More recently Katharina Händeler and her colleagues, writing in the same journal, suggested that kleptoplasty evolved in two steps. First was the loss of the ability to rapidly digest chloroplasts, this benefited the slugs in the short-term by providing them with nutrients from photosynthesis. In the second step the slugs evolved the ability to prolong the survival of their acquired chloroplasts by supplying them with the nutrients and enzymes they require to function. In most cases the genes needed to produce these nutrients are contained within the DNA of the algae but not that of the slug. However, in at least the species Elysia chlorotica, and possibly others, algal genes have been incorporated into the slug genome by horizontal gene transfer. The transfer of genes between distinct species is extremely rare amongst eukaryotes and especially so amongst animals. The only known case of horizontal gene transfer from a alga to an animal ocurred in the Sacoglossan lineage, this exceptionally rare event gave species such as E. chlorotica the ability to substantially prolong the life of the chloroplasts it carries and so substantially enhance its fitness.
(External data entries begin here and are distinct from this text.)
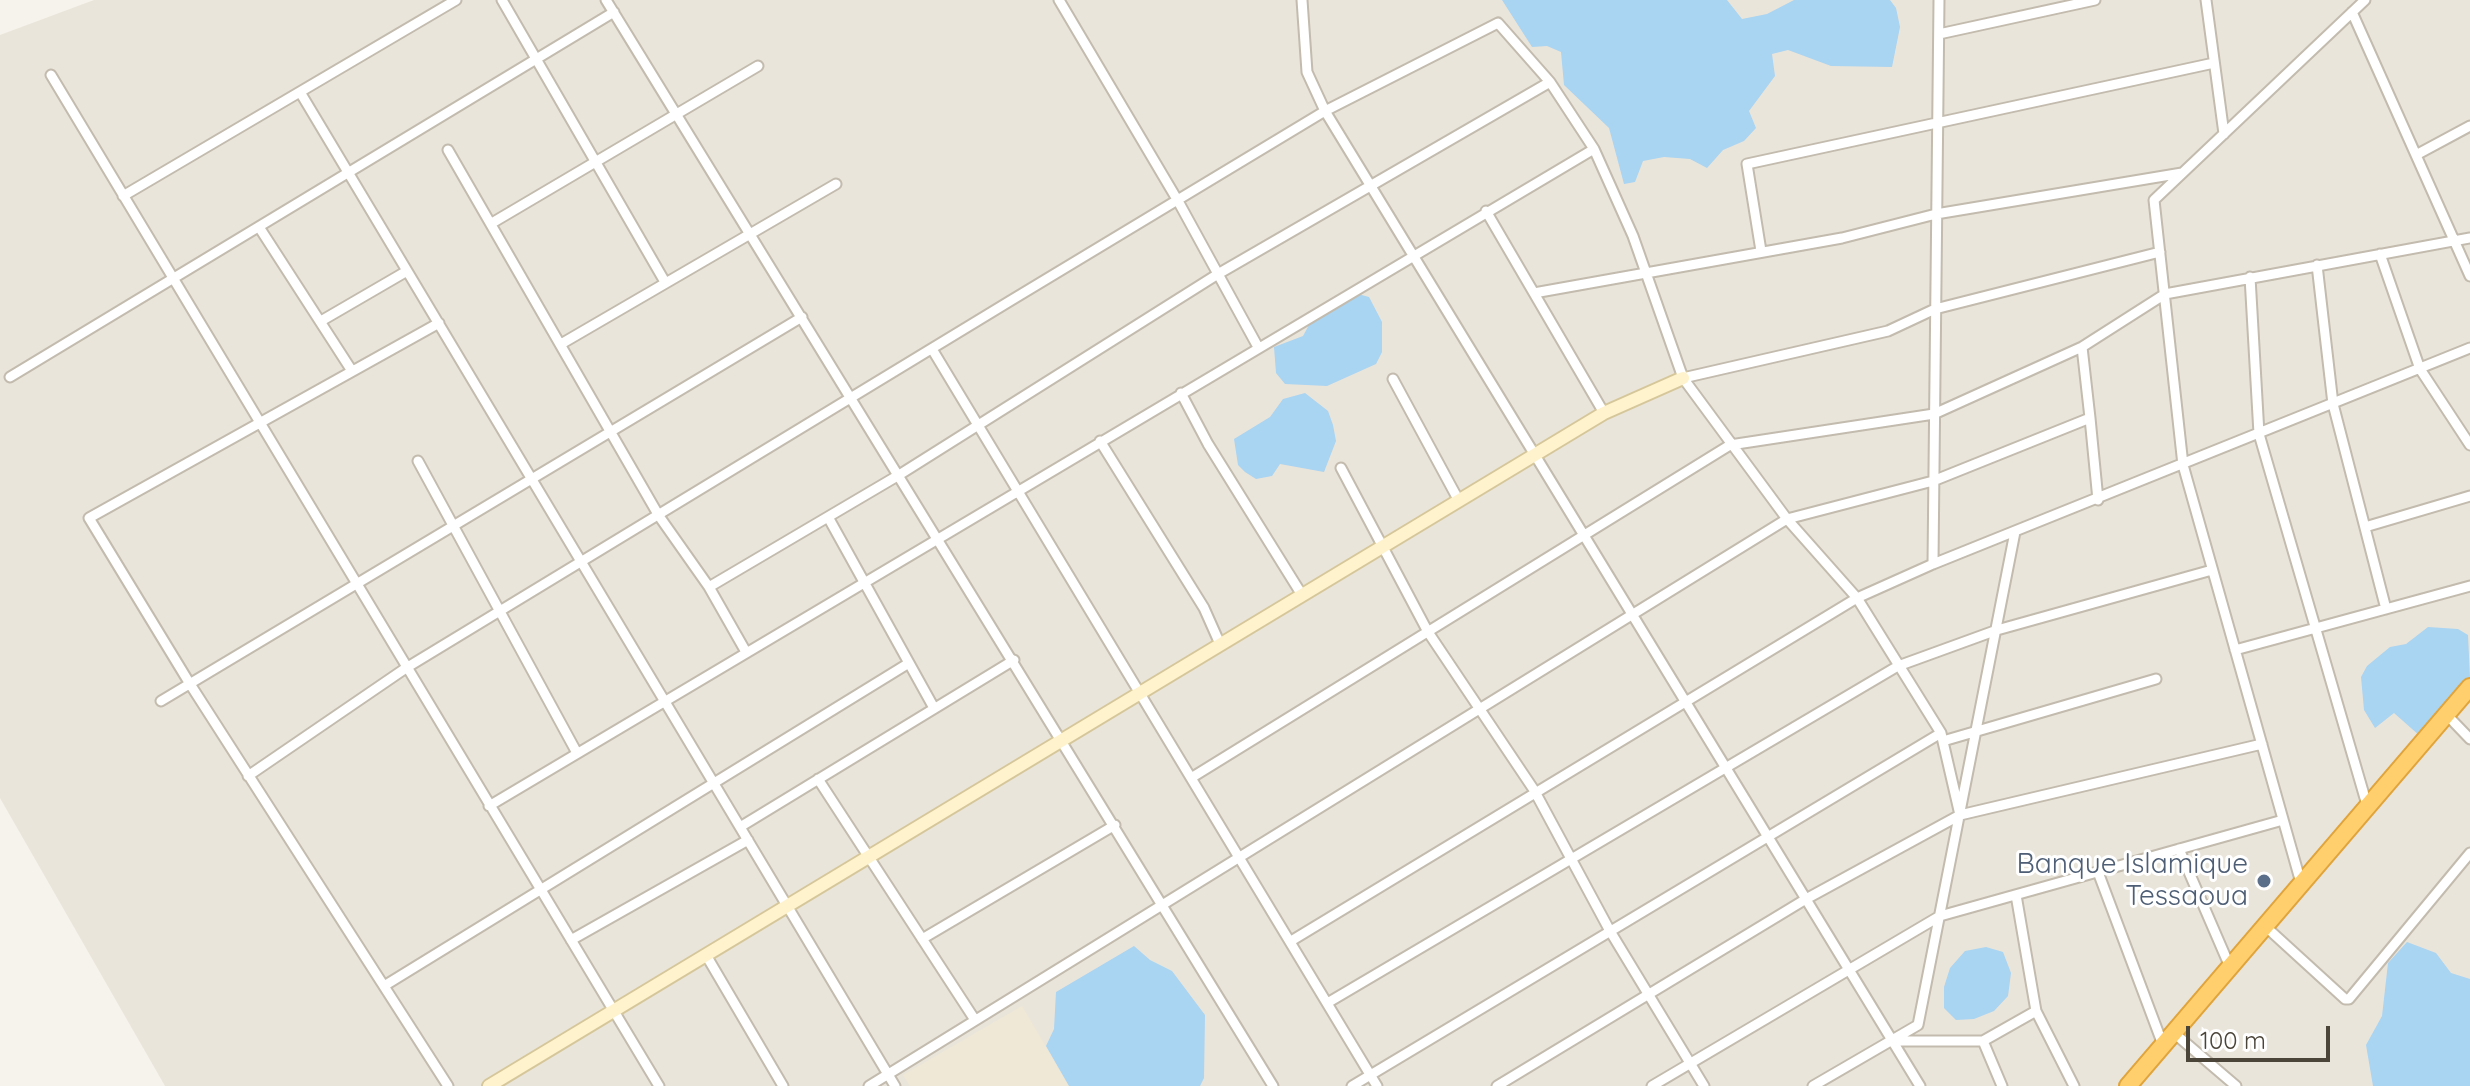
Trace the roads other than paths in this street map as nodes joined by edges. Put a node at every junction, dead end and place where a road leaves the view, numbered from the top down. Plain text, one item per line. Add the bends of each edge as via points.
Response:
1 (456, 0) edge
2 (502, 0) edge
3 (606, 0) edge
4 (1059, 0) edge
5 (1302, 0) edge
6 (1939, 0) edge
7 (2095, 0) edge
8 (2206, 0) edge
9 (2365, 0) edge
10 (614, 12) junction
11 (2352, 12) junction
12 (1939, 34) junction
13 (536, 59) junction
14 (2214, 63) junction
15 (758, 66) dead end
16 (51, 75) dead end
17 (1550, 82) junction
18 (300, 92) junction
19 (1325, 111) junction
20 (676, 114) junction
21 (1937, 124) junction
22 (2470, 126) edge
23 (2224, 134) junction
24 (1594, 149) junction
25 (448, 150) dead end
26 (2416, 155) junction
27 (595, 162) junction
28 (348, 173) junction
29 (2182, 173) junction
30 (1370, 183) junction
31 (836, 184) dead end
32 (123, 196) junction
33 (1178, 201) junction
34 (1486, 211) junction
35 (1936, 214) junction
36 (492, 223) junction
37 (259, 227) junction
38 (749, 231) junction
39 (2470, 238) edge
40 (2455, 241) junction
41 (1761, 251) junction
42 (2160, 252) junction
43 (1413, 254) junction
44 (2380, 254) junction
45 (2317, 265) junction
46 (407, 271) junction
47 (1645, 273) junction
48 (1218, 274) junction
49 (2470, 276) edge
50 (2250, 277) junction
51 (173, 279) junction
52 (665, 282) junction
53 (1534, 293) junction
54 (2165, 294) junction
55 (1935, 309) junction
56 (802, 317) junction
57 (321, 321) junction
58 (439, 323) junction
59 (561, 344) junction
60 (1258, 347) junction
61 (2082, 347) junction
62 (2470, 348) edge
63 (932, 349) junction
64 (2420, 369) junction
65 (352, 371) junction
66 (10, 377) dead end
67 (1683, 378) junction
68 (1393, 379) dead end
69 (1181, 393) junction
70 (853, 399) junction
71 (2333, 404) junction
72 (1604, 413) junction
73 (1934, 414) junction
74 (2090, 418) junction
75 (258, 423) junction
76 (978, 425) junction
77 (611, 431) junction
78 (2259, 434) junction
79 (1100, 441) junction
80 (1730, 445) junction
81 (2470, 445) edge
82 (1536, 455) junction
83 (418, 461) dead end
84 (2183, 465) junction
85 (1341, 468) dead end
86 (899, 475) junction
87 (532, 479) junction
88 (1933, 481) junction
89 (1018, 490) junction
90 (2470, 496) edge
91 (2098, 500) junction
92 (1459, 501) junction
93 (659, 516) junction
94 (828, 517) junction
95 (1787, 519) junction
96 (453, 526) junction
97 (2365, 527) junction
98 (2015, 532) junction
99 (1585, 536) junction
100 (938, 538) junction
101 (1380, 548) junction
102 (582, 563) junction
103 (1933, 564) junction
104 (2212, 570) junction
105 (864, 582) junction
106 (355, 585) junction
107 (2470, 586) edge
108 (709, 587) junction
109 (1302, 595) junction
110 (1857, 598) junction
111 (2386, 609) junction
112 (501, 611) junction
113 (1633, 614) junction
114 (2315, 628) junction
115 (1997, 630) junction
116 (1428, 632) junction
117 (1220, 644) junction
118 (2235, 650) junction
119 (746, 652) junction
120 (1014, 660) junction
121 (909, 663) junction
122 (1898, 666) junction
123 (406, 668) junction
124 (2156, 679) dead end
125 (190, 684) junction
126 (2470, 687) edge
127 (1142, 692) junction
128 (161, 701) dead end
129 (665, 701) junction
130 (1688, 701) junction
131 (934, 708) junction
132 (1480, 712) junction
133 (2446, 714) junction
134 (1977, 731) junction
135 (1942, 737) junction
136 (2470, 739) edge
137 (1063, 740) junction
138 (2262, 744) junction
139 (577, 753) junction
140 (1725, 766) junction
141 (248, 776) junction
142 (1191, 778) junction
143 (818, 779) junction
144 (714, 783) junction
145 (1535, 793) junction
146 (2367, 805) junction
147 (489, 806) junction
148 (1960, 815) junction
149 (2283, 820) junction
150 (1115, 825) junction
151 (740, 827) junction
152 (1768, 836) junction
153 (748, 840) junction
154 (2179, 849) junction
155 (2470, 853) edge
156 (869, 857) junction
157 (1239, 858) junction
158 (1571, 860) junction
159 (2098, 872) junction
160 (2301, 883) junction
161 (540, 890) junction
162 (2016, 895) junction
163 (1806, 899) junction
164 (1163, 904) junction
165 (787, 906) junction
166 (1940, 916) junction
167 (2265, 926) junction
168 (1610, 931) junction
169 (922, 939) junction
170 (571, 940) junction
171 (1291, 941) junction
172 (706, 955) junction
173 (2230, 967) junction
174 (1850, 971) junction
175 (384, 986) junction
176 (1649, 995) junction
177 (1329, 1002) junction
178 (613, 1011) junction
179 (2036, 1011) junction
180 (975, 1020) junction
181 (2169, 1039) junction
182 (1893, 1041) junction
183 (1983, 1041) junction
184 (1690, 1063) junction
185 (888, 1074) junction
186 (1370, 1075) junction
187 (2130, 1085) edge
188 (448, 1086) edge
189 (489, 1086) edge
190 (659, 1086) edge
191 (783, 1086) edge
192 (869, 1086) edge
193 (895, 1086) edge
194 (1273, 1086) edge
195 (1352, 1086) edge
196 (1377, 1086) edge
197 (1497, 1086) edge
198 (1652, 1086) edge
199 (1704, 1086) edge
200 (1813, 1086) edge
201 (1920, 1086) edge
202 (2002, 1086) edge
203 (2074, 1086) edge
204 (2236, 1086) edge

1 - 18 street
2 - 13 street
3 - 10 street
4 - 33 street
5 - 19 street via 1307,72
6 - 12 street
7 - 12 street
8 - 14 street
9 - 11 street
10 - 13 street
10 - 20 street
11 - 23 street
11 - 26 street
12 - 21 street
13 - 27 street
13 - 28 street
14 - 21 street
14 - 23 street
15 - 20 street
16 - 32 street
17 - 19 street via 1498,23
17 - 24 street
17 - 30 street
18 - 28 street
18 - 32 street
19 - 30 street
19 - 33 street
20 - 27 street
20 - 38 street
21 - 35 street
21 - 41 street via 1747,164
22 - 26 street
23 - 29 street
24 - 34 street
24 - 47 street
25 - 36 street
26 - 40 street
27 - 36 street
27 - 52 street
28 - 37 street
28 - 46 street
29 - 35 street
29 - 42 street via 2154,200
30 - 43 street
30 - 48 street
31 - 38 street
32 - 51 street
33 - 48 street
33 - 63 street
34 - 43 street
34 - 53 street
35 - 41 street via 1842,238
35 - 55 street
36 - 59 street
37 - 51 street
37 - 57 street
38 - 52 street
38 - 56 street
39 - 40 street
40 - 44 street
40 - 49 street
41 - 47 street
42 - 54 street
42 - 55 street
43 - 60 street
43 - 82 street
44 - 45 street
44 - 64 street
45 - 50 street
45 - 71 street
46 - 57 street
46 - 58 street
47 - 53 street
47 - 67 street
48 - 60 street
48 - 76 street
50 - 54 street
50 - 78 street
51 - 66 street
51 - 75 street
52 - 59 street
53 - 72 street
54 - 61 street
54 - 84 street
55 - 67 street via 1888,331
55 - 73 street
56 - 70 street
56 - 77 street
57 - 65 street
58 - 65 street
58 - 87 street
59 - 77 street
60 - 69 street
61 - 73 street
61 - 74 street
62 - 64 street
63 - 70 street
63 - 76 street
64 - 71 street
64 - 81 street
65 - 75 street
67 - 72 street
67 - 80 street
68 - 92 street
69 - 79 street
69 - 109 street
70 - 86 street
70 - 93 street
71 - 78 street
71 - 97 street
72 - 82 street
73 - 80 street
73 - 88 street
74 - 88 street
74 - 91 street
75 - 106 street
75 - 125 street via 89,518
76 - 86 street
76 - 89 street
77 - 87 street
77 - 93 street
78 - 84 street
78 - 114 street
79 - 89 street
79 - 117 street via 1204,608
80 - 95 street
80 - 99 street
82 - 92 street
82 - 99 street
83 - 96 street
84 - 91 street
84 - 104 street
85 - 101 street
86 - 94 street
86 - 100 street
87 - 96 street
87 - 102 street
88 - 95 street
88 - 103 street
89 - 100 street
89 - 127 street
90 - 97 street
91 - 98 street
92 - 101 street
93 - 102 street
93 - 108 street
94 - 105 street
94 - 108 street
95 - 110 street
95 - 113 street
96 - 106 street
96 - 112 street
97 - 111 street
98 - 103 street
98 - 115 street
99 - 113 street
99 - 116 street
100 - 105 street
100 - 120 street
101 - 109 street
101 - 116 street
102 - 112 street
102 - 129 street
103 - 110 street
104 - 115 street
104 - 118 street
105 - 119 street
105 - 121 street
106 - 123 street
106 - 125 street
107 - 111 street
108 - 119 street
109 - 117 street
110 - 122 street
110 - 130 street
111 - 114 street
112 - 123 street
112 - 139 street
113 - 130 street
113 - 132 street
114 - 118 street
114 - 146 street
115 - 122 street
115 - 134 street
116 - 132 street
116 - 142 street
117 - 127 street
118 - 138 street
119 - 129 street
120 - 131 street
120 - 137 street
121 - 131 street
121 - 144 street
122 - 135 street
122 - 140 street
123 - 141 street
123 - 147 street
124 - 134 street
125 - 128 street
125 - 141 street
126 - 133 highway
127 - 137 street
127 - 142 street
129 - 139 street
129 - 144 street
130 - 140 street
130 - 145 street
131 - 143 street
132 - 145 street
132 - 157 street
133 - 136 street
133 - 146 highway
134 - 135 street
134 - 148 street
135 - 148 street
135 - 152 street
137 - 150 street
137 - 156 street
138 - 148 street
138 - 149 street
139 - 147 street
140 - 152 street
140 - 158 street
141 - 175 street
142 - 157 street
143 - 151 street
143 - 156 street
144 - 151 street
144 - 161 street
145 - 158 street
145 - 171 street
146 - 160 highway
147 - 161 street
148 - 163 street
148 - 166 street
149 - 154 street
149 - 160 street
150 - 164 street
150 - 169 street
151 - 153 street
152 - 163 street
152 - 168 street
153 - 165 street
153 - 170 street
154 - 159 street
154 - 173 street
155 - 167 street via 2349,999
156 - 165 street
156 - 169 street
157 - 164 street
157 - 171 street
158 - 168 street
158 - 177 street
159 - 162 street
159 - 181 street
160 - 167 highway
161 - 170 street
161 - 175 street
162 - 166 street
162 - 179 street
163 - 174 street
163 - 176 street
164 - 180 street
164 - 194 street
165 - 172 street
165 - 185 street
166 - 174 street
166 - 182 street via 1918,1025
167 - 173 highway
168 - 176 street
168 - 186 street
169 - 180 street
170 - 178 street
171 - 177 street
172 - 178 street
172 - 191 street
173 - 181 highway
174 - 182 street
174 - 184 street
175 - 188 street
176 - 184 street
176 - 197 street
177 - 186 street
178 - 189 street
178 - 190 street
179 - 183 street
179 - 203 street
180 - 185 street
181 - 187 highway
181 - 204 street
182 - 183 street
182 - 200 street
182 - 201 street
183 - 202 street
184 - 198 street
184 - 199 street
185 - 192 street
185 - 193 street
186 - 195 street
186 - 196 street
The trait that most defines the Opisthobranchs, or at least the Nudibranch clade, is undoubtedly their extraordinary colouration. This serves to warn would-be predators that these animals are toxic and should not be eaten. As an example of this point, there is a case, in 1937, of a 40 year old man who ate Aplysia kurodai and suffered from severe liver damage, almost certainly as a result of the toxins this species carries.
While some Opisthobranch species are able to synthesise toxic compounds de novo, most acquire them from their diet of other toxic species such as sponges, algae, jellyfish and tiny animals known as bryozoans to which they are immune. These toxins are then stored in specialized glands which surround the mantle called mantle dermal formations, or MDFs. As is so often the case in evolution, a structure that once served a different purpose has been modified to serve a new one. MDFs, it is thought, evolved from former excretory and detoxification organs.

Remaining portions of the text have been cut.